Shapes Under the Sky I

Postby Dust on September 1st, 2016, 2:39 am

Summer 1, 516 AV
daytime

Markets were dangerous things. Or at least distracting things. Dust had started at Surya Plaza -- so conveniently close to home! -- for breakfast and maybe a little something shiny. She'd wound up tromping halfway around the mountain as something shiny turned into a gleeful foray through cases of everything a would-be mapmaker could ask for, followed by a quest for the absolute perfect shirt. Plus pants to go with it. The pouch of sling bullets she'd added in along the way was just bonus, sort of. Way better than throwing rocks, so she'd just had to have them too.

That had eaten up her whole morning. Afterwards, she'd put most of the new stuff away. She didn't need it right now... except the toolkit. That was nifty and shiny and absolutely had to be experimented with immediately! So it was that Dust settled herself on an out-of-the-way stoop along the edge of the plaza, her prize spread out before her.

The kit came in a varnished wooden case with a simple latch. Opening up the box, she removed all the parts and pieces, one by one. Rolls of parchment, loosely bound by rings of cloth, filled about a quarter of the case. Next to them was a section packed with small jars. One of them was filled with a fine white powder that smelled faintly of fish. Another held a different white powder; it felt extremely dry on her skin. The third contained liquid, faintly yellowish, which smelled of pine and maybe something like licorice. The last held what was obviously pitch, sticky and all but solid, which to her nose smelled more like fir trees than anything. Behind everything was a thin board which looked like it should come out of the case. She could tell there was nothing behind it, so left it in place.

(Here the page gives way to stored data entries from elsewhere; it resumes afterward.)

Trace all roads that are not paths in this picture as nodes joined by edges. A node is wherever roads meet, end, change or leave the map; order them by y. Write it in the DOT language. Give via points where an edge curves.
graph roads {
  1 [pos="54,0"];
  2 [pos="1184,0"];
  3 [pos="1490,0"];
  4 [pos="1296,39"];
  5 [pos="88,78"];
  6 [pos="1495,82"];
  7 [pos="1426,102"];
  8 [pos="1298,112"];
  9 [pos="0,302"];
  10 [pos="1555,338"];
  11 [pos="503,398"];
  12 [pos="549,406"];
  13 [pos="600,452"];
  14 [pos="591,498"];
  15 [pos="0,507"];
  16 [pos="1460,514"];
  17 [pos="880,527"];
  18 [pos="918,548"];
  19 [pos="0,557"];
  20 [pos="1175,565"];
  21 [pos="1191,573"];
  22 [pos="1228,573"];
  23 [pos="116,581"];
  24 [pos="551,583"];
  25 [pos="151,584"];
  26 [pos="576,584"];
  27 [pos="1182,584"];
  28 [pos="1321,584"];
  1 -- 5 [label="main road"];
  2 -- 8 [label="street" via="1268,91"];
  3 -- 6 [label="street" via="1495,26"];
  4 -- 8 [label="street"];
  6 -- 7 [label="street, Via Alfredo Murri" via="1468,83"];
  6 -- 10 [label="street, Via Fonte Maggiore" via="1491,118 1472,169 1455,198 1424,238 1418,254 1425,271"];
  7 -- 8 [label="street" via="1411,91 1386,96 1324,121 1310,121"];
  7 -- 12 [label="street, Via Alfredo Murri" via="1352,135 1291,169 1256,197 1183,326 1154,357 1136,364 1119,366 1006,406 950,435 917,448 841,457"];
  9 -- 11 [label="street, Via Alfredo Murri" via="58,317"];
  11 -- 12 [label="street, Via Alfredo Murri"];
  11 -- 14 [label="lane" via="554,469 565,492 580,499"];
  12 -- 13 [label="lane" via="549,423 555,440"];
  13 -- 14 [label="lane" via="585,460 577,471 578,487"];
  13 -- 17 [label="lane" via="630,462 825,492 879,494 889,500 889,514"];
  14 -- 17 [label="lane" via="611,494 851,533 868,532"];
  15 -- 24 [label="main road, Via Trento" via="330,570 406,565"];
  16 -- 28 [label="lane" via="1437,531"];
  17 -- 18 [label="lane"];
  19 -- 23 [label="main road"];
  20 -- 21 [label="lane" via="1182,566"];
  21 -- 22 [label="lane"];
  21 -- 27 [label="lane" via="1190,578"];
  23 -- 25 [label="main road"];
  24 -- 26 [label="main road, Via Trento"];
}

Dust knew what to do with parchment, although these sheets were large enough to be kind of daunting, compared to the book she usually worked in. The rest of the stuff was a mystery to her. She set them aside to figure out later.

The other half of the case held everything Dust could ask for to draw with. There were brushes ranging from tiny to what she considered normal-sized; feathers of similar spectrum; ink and charcoal sticks; a dainty little knife to sharpen with. Her exploring hands found cakes of ink, a small jar of water, shallow bowls for mixing in, an an even shallower near-flat palette. It had straightedges, large and small, and two sizes of an odd two-legged tool the Kelvic didn't recognize offhand. Playing with the larger one proved it was moveable; the legs could be narrow or wide apart. Maybe it was for measuring? As good a guess as any.

In the last corner were a couple of cloths folded up, and one wrapped around a block that left shiny gray streaks on her fingers when she touched it. Dust bundled it promptly back up; she didn't need to make a mess. There was also a folded-up piece of practically see-through cloth. For tracing, maybe? She didn't need that now, either.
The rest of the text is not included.